I had my own personal context at the time I read it. I was a 16-year-old "love-sick school boy" who had an unreciprocated crush in school and was withdrawn and introverted, often lost in his perpetually melancholic or pensive thoughts. The overwhelming feelings of unrequited love and rejection had led me to sadness and depression. I had bouts of deep sorrow, often triggered by seeing the object of my affection indifferent to me.

I found Psalms dear to me because I subconsciously linked the Shepherd to the nebulous beloved whom I created out of the sinews of my loneliness. It was the time and hormone bound time bomb that ticks in everybody’s teen age, the bitter sixteen, pun intended!

The Sermon on the mounts was dear to me because it told you will be blessed despite being poor and meek and hungry and lonely. Especially when you have no strength to be somebody or do something and still cannot accept to be nothing.

Okay, I could settle with the ideal of continuing to be nice and dreaming of a beloved who would come some day and take me to the green pastures by the side pristine waters of the stream, anoint my hair and give me love and light but there was a deep existential debate and angst in me. The angst that was to be answered by Nietzsche and Sartre.

Nietzsche proclaimed that the God is dead and Sartre said that life had no meaning in itself. Sartre also said the other is hell. Buddha had been saying expectation from the world gives you pain. At the end of a long discussion, my friend had asked me what did I like the most in the Bible. I said, Jesus himself crying in despair at his crucification “Oh Lord in Heaven, Why have you forsaken me”.

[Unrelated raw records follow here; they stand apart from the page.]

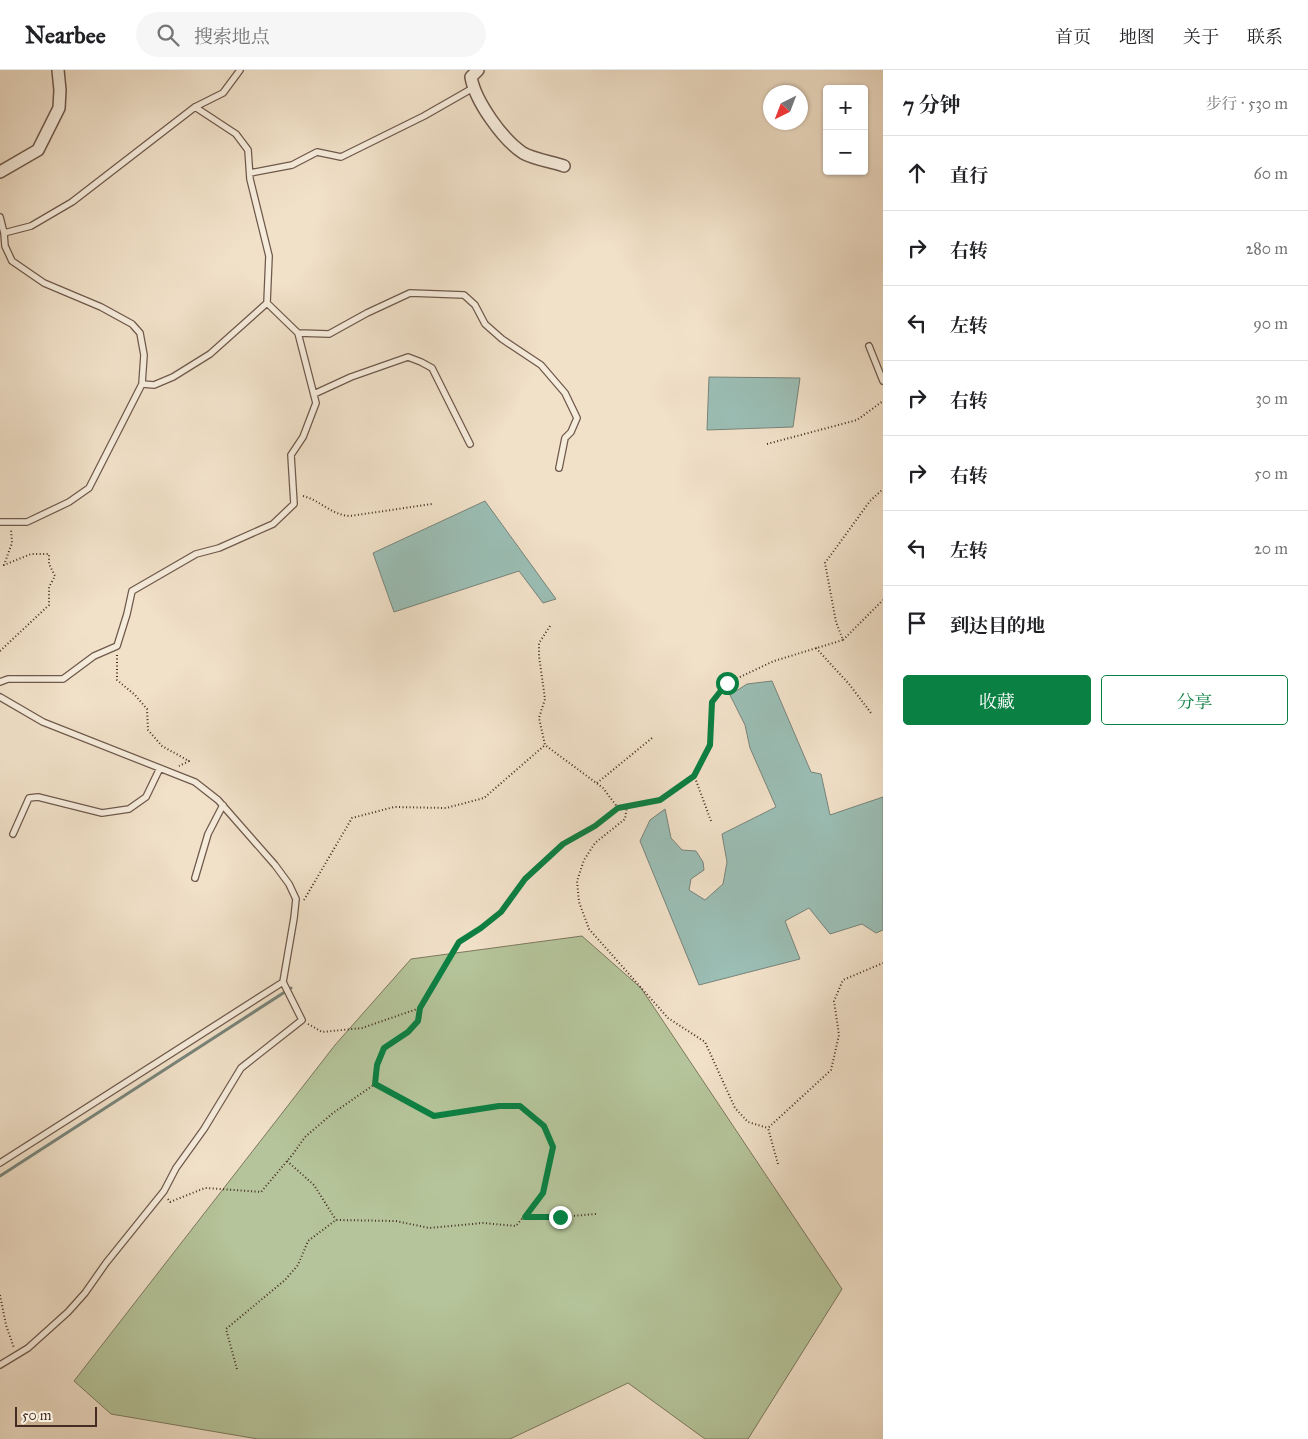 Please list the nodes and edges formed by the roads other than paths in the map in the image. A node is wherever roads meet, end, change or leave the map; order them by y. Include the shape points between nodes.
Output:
1 (58, 70) edge
2 (240, 70) edge
3 (478, 70) edge
4 (473, 88) junction
5 (195, 107) junction
6 (564, 166) dead end
7 (0, 172) edge
8 (250, 173) junction
9 (0, 217) edge
10 (4, 233) junction
11 (267, 303) junction
12 (298, 333) junction
13 (869, 346) dead end
14 (883, 382) edge
15 (142, 384) junction
16 (314, 394) junction
17 (470, 444) dead end
18 (559, 468) dead end
19 (0, 522) edge
20 (0, 682) edge
21 (0, 697) edge
22 (160, 768) junction
23 (223, 805) junction
24 (13, 834) dead end
25 (195, 878) dead end
26 (283, 982) junction
27 (0, 1163) edge
28 (0, 1365) edge

1 - 7 street via 58,108 38,150
2 - 5 lane via 222,93
3 - 4 street via 471,77
4 - 6 street via 497,128 524,154
4 - 8 lane via 341,157 317,152 292,165
5 - 8 lane via 236,134 248,150
5 - 10 lane via 72,202 31,226
8 - 11 lane via 269,256
9 - 10 lane
10 - 15 lane via 5,246 12,261 44,283 132,324 140,333 144,355
11 - 12 lane
11 - 15 lane via 210,354 154,385
12 - 16 lane
12 - 18 lane via 329,334 410,293 464,295 475,305 485,324 541,365 564,393 577,418 565,438
13 - 14 lane
15 - 19 lane via 89,488 69,502 27,522
16 - 17 lane via 408,357 432,368
16 - 20 lane via 316,403 303,437 291,455 294,504 273,524 219,548 196,554 132,591 116,646 94,656 63,679 8,679
21 - 22 lane via 43,722
22 - 23 lane via 195,782
22 - 24 lane via 146,797 129,809 102,813 38,797 29,798
23 - 25 lane via 208,834
23 - 26 lane via 275,865 296,899
26 - 27 lane
26 - 28 lane via 302,1020 241,1068 164,1191 85,1293 28,1348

Most of the times, if not at all times, I think books do not help you to be reflective. Book reading is the search for your reflection. The words that mirror your thoughts become dear to you. It helps to propagate your own thoughts even further. It doesn’t break you free from the thoughts.

Brooding is different from being reflective. Reflection and meditation brings peace, solace and complacency. Brooding is prolonging of the misery. We do not need answers. We need songs.